Data records
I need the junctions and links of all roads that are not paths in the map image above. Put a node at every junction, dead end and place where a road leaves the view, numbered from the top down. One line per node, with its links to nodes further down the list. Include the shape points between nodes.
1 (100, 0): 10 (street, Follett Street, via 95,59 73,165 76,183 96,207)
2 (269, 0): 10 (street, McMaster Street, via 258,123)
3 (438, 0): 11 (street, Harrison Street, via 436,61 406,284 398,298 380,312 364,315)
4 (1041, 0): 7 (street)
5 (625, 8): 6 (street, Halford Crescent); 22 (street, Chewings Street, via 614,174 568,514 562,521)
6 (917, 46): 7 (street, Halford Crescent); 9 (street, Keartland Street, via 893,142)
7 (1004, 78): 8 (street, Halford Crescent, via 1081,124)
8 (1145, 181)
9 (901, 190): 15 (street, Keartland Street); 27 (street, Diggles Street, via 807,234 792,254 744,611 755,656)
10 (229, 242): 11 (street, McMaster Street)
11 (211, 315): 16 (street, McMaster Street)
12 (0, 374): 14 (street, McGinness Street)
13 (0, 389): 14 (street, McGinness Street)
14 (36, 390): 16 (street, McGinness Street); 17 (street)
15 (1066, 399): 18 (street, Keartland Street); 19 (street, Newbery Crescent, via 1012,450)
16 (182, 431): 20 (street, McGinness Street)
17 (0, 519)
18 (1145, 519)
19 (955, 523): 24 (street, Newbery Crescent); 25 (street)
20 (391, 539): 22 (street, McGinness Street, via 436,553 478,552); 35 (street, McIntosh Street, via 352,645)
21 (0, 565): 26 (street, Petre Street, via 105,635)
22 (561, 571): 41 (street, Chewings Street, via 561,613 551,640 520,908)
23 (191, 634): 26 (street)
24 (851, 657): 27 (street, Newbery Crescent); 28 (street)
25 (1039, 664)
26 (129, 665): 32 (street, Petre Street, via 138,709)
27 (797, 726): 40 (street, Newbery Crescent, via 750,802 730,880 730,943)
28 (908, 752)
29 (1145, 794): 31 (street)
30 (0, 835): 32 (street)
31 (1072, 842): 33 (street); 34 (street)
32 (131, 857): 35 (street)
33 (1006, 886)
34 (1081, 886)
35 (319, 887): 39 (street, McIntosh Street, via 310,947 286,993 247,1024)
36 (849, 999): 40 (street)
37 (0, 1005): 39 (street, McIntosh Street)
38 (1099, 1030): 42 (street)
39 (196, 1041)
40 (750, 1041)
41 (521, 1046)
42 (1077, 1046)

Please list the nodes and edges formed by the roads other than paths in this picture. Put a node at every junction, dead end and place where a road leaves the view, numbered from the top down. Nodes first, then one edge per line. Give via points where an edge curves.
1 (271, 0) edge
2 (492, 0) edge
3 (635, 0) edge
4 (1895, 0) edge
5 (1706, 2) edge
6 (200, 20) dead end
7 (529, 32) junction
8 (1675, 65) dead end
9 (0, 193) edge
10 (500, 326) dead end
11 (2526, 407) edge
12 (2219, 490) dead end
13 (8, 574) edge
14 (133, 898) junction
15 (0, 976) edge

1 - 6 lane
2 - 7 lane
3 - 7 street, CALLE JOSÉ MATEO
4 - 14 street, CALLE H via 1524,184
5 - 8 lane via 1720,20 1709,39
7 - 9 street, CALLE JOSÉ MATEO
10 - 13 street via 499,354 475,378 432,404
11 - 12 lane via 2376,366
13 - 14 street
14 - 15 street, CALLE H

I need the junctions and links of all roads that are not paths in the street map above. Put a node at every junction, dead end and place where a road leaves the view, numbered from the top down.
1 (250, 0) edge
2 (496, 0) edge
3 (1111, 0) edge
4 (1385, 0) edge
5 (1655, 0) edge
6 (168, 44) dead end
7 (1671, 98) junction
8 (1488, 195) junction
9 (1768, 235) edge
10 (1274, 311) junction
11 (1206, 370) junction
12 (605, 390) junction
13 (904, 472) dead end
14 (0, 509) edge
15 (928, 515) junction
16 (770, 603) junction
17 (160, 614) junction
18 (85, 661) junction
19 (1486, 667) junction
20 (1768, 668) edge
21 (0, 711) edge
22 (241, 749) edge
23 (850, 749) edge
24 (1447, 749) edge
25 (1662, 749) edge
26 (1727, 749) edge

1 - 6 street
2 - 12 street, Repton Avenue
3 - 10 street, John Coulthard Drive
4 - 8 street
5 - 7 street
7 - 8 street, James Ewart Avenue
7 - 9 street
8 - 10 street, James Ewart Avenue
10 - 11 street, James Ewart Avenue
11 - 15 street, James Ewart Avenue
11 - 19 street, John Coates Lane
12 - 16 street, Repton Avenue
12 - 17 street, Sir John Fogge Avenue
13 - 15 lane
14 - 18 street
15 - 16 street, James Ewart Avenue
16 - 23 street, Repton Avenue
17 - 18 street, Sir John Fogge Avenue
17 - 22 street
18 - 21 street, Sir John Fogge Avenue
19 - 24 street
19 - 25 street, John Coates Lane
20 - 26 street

Work to be completed: Look through the records and count each line that holds "road". Write only the total.

Exercise result: 3